Once the pictures are removed, return each record below exactly as written.

** Opening DATA TO PROCESS block **

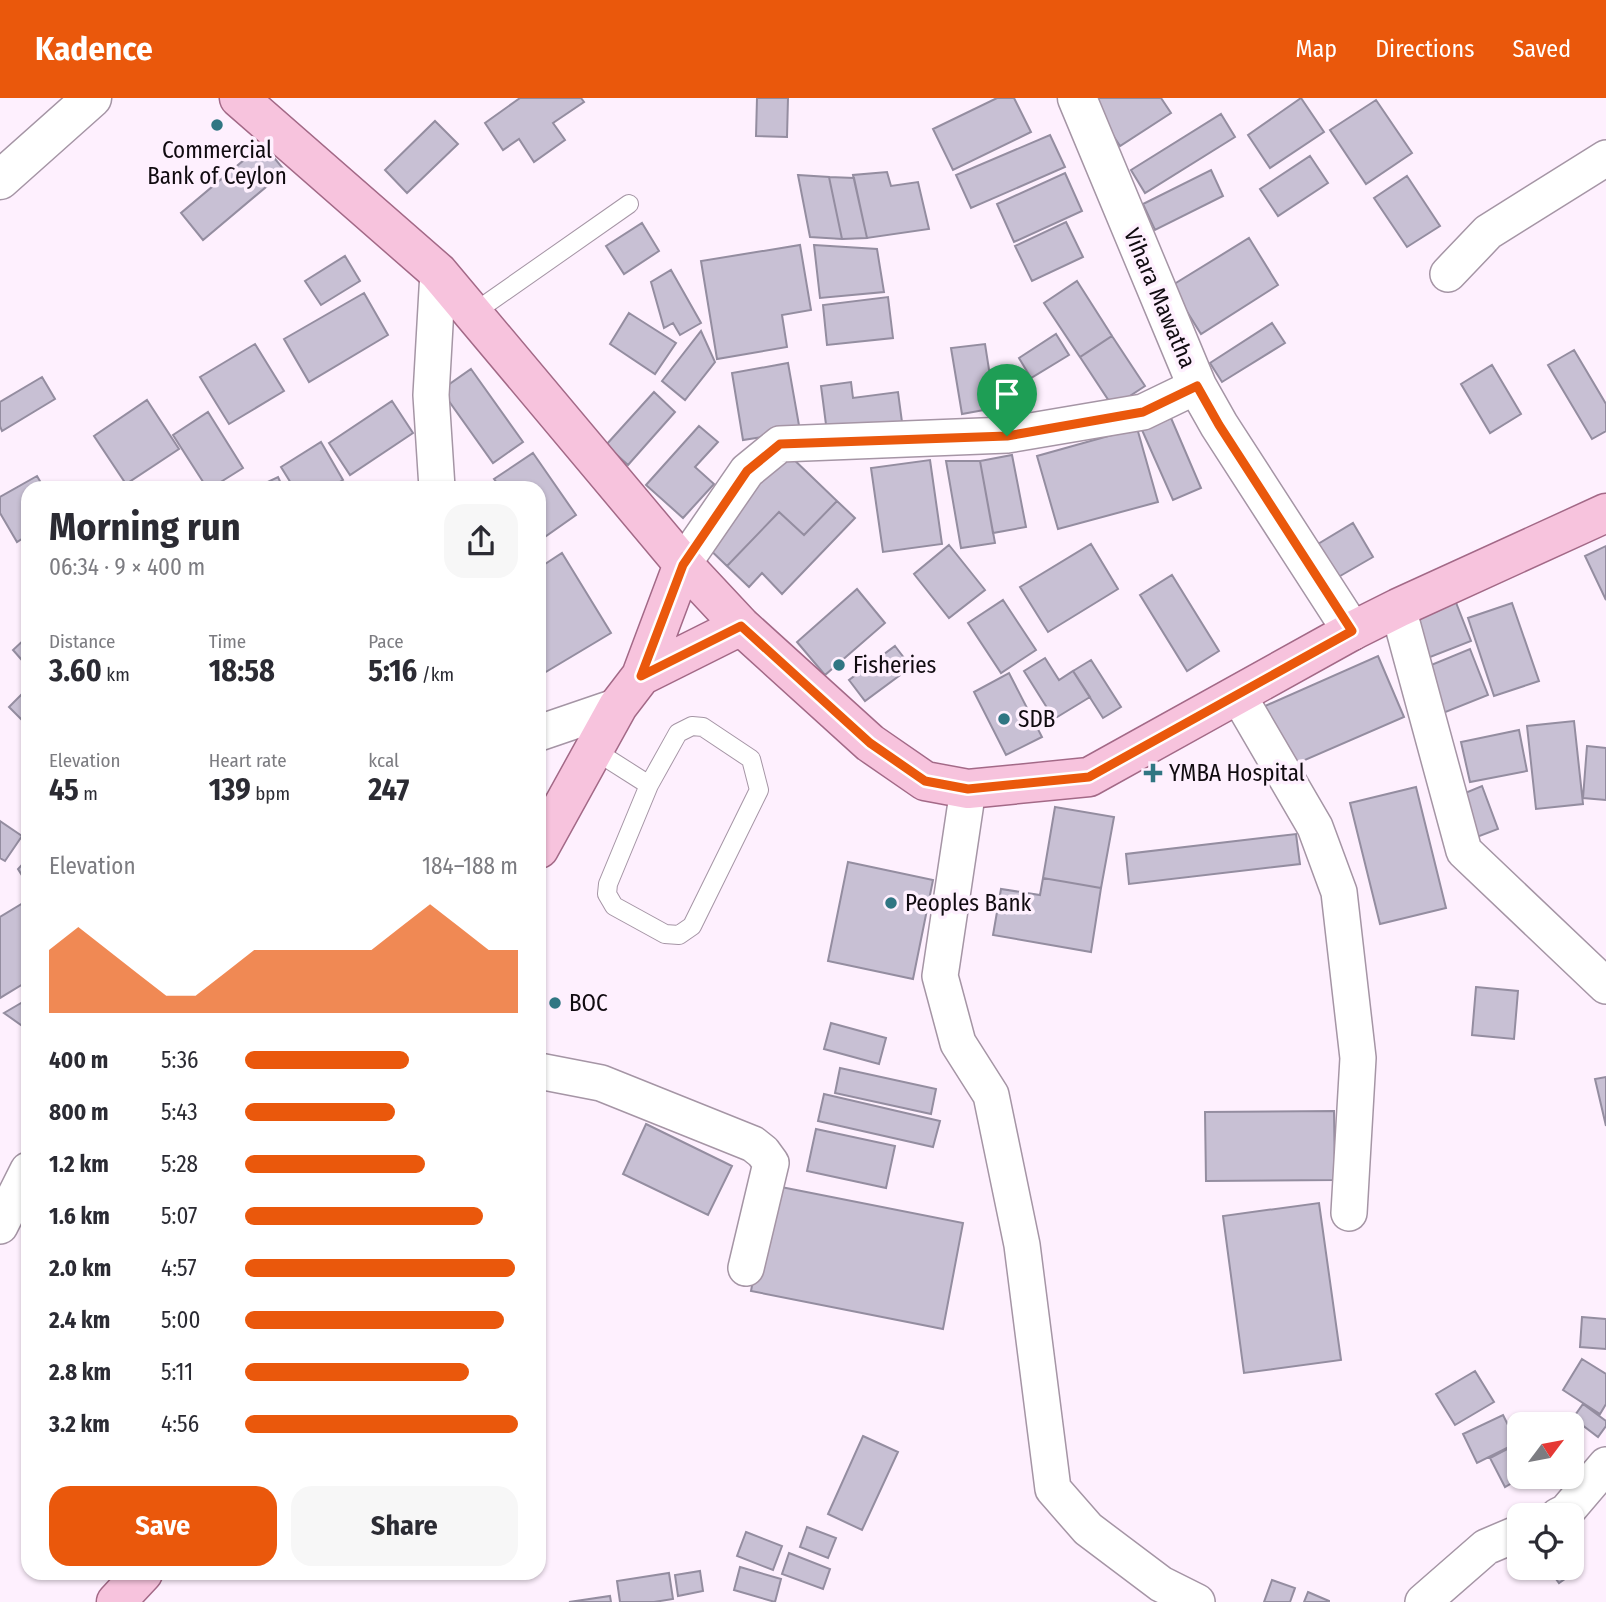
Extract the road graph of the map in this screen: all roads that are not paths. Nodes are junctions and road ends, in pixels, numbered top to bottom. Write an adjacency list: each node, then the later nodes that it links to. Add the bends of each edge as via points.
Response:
1 (92, 98): 5 (street)
2 (239, 98): 7 (main road)
3 (1077, 98): 10 (street, Vihara Mawatha)
4 (1606, 158): 8 (street, via 1488,232)
5 (0, 180)
6 (629, 204): 9 (lane)
7 (438, 272): 9 (main road); 11 (street, via 431,395)
8 (1448, 274)
9 (472, 314): 13 (main road)
10 (1197, 386): 13 (street, via 1143,412 1007,436 780,444 747,471); 16 (street, Vihara Mawatha)
11 (437, 481)
12 (1606, 513): 14 (main road)
13 (683, 565): 15 (main road); 17 (main road)
14 (1398, 608): 16 (main road); 24 (street, via 1464,851)
15 (741, 626): 17 (main road); 22 (main road, via 870,743 925,781)
16 (1352, 631): 18 (main road)
17 (629, 691): 19 (street); 20 (main road)
18 (1238, 695): 22 (main road, via 1089,777); 27 (street, via 1315,827 1339,892 1358,1058)
19 (546, 730)
20 (594, 750): 21 (lane); 23 (main road)
21 (649, 785): 21 (lane, via 678,733 692,726 703,727 751,759 759,790 692,926 679,934 665,934 614,905 607,894)
22 (968, 789): 35 (street, via 940,976 958,1044 991,1095 1022,1245 1053,1489 1088,1529 1161,1584)
23 (546, 836)
24 (1606, 986)
25 (546, 1072): 29 (street, via 601,1083 763,1152 771,1163)
26 (21, 1184): 28 (street)
27 (1349, 1213)
28 (0, 1226)
29 (746, 1268)
30 (1606, 1465): 31 (street)
31 (1574, 1503)
32 (1507, 1538): 36 (street, via 1486,1547)
33 (136, 1580): 34 (main road)
34 (116, 1602)
35 (1197, 1602)
36 (1423, 1602)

** Closing DATA TO PROCESS block **

● **FINISHED EXERCISE**:
Extract the road graph of the map in this screen: all roads that are not paths. Nodes are junctions and road ends, in pixels, numbered top to bottom. Write an adjacency list: each node, then the later nodes that it links to. Add the bends of each edge as via points.
Response:
1 (92, 98): 5 (street)
2 (239, 98): 7 (main road)
3 (1077, 98): 10 (street, Vihara Mawatha)
4 (1606, 158): 8 (street, via 1488,232)
5 (0, 180)
6 (629, 204): 9 (lane)
7 (438, 272): 9 (main road); 11 (street, via 431,395)
8 (1448, 274)
9 (472, 314): 13 (main road)
10 (1197, 386): 13 (street, via 1143,412 1007,436 780,444 747,471); 16 (street, Vihara Mawatha)
11 (437, 481)
12 (1606, 513): 14 (main road)
13 (683, 565): 15 (main road); 17 (main road)
14 (1398, 608): 16 (main road); 24 (street, via 1464,851)
15 (741, 626): 17 (main road); 22 (main road, via 870,743 925,781)
16 (1352, 631): 18 (main road)
17 (629, 691): 19 (street); 20 (main road)
18 (1238, 695): 22 (main road, via 1089,777); 27 (street, via 1315,827 1339,892 1358,1058)
19 (546, 730)
20 (594, 750): 21 (lane); 23 (main road)
21 (649, 785): 21 (lane, via 678,733 692,726 703,727 751,759 759,790 692,926 679,934 665,934 614,905 607,894)
22 (968, 789): 35 (street, via 940,976 958,1044 991,1095 1022,1245 1053,1489 1088,1529 1161,1584)
23 (546, 836)
24 (1606, 986)
25 (546, 1072): 29 (street, via 601,1083 763,1152 771,1163)
26 (21, 1184): 28 (street)
27 (1349, 1213)
28 (0, 1226)
29 (746, 1268)
30 (1606, 1465): 31 (street)
31 (1574, 1503)
32 (1507, 1538): 36 (street, via 1486,1547)
33 (136, 1580): 34 (main road)
34 (116, 1602)
35 (1197, 1602)
36 (1423, 1602)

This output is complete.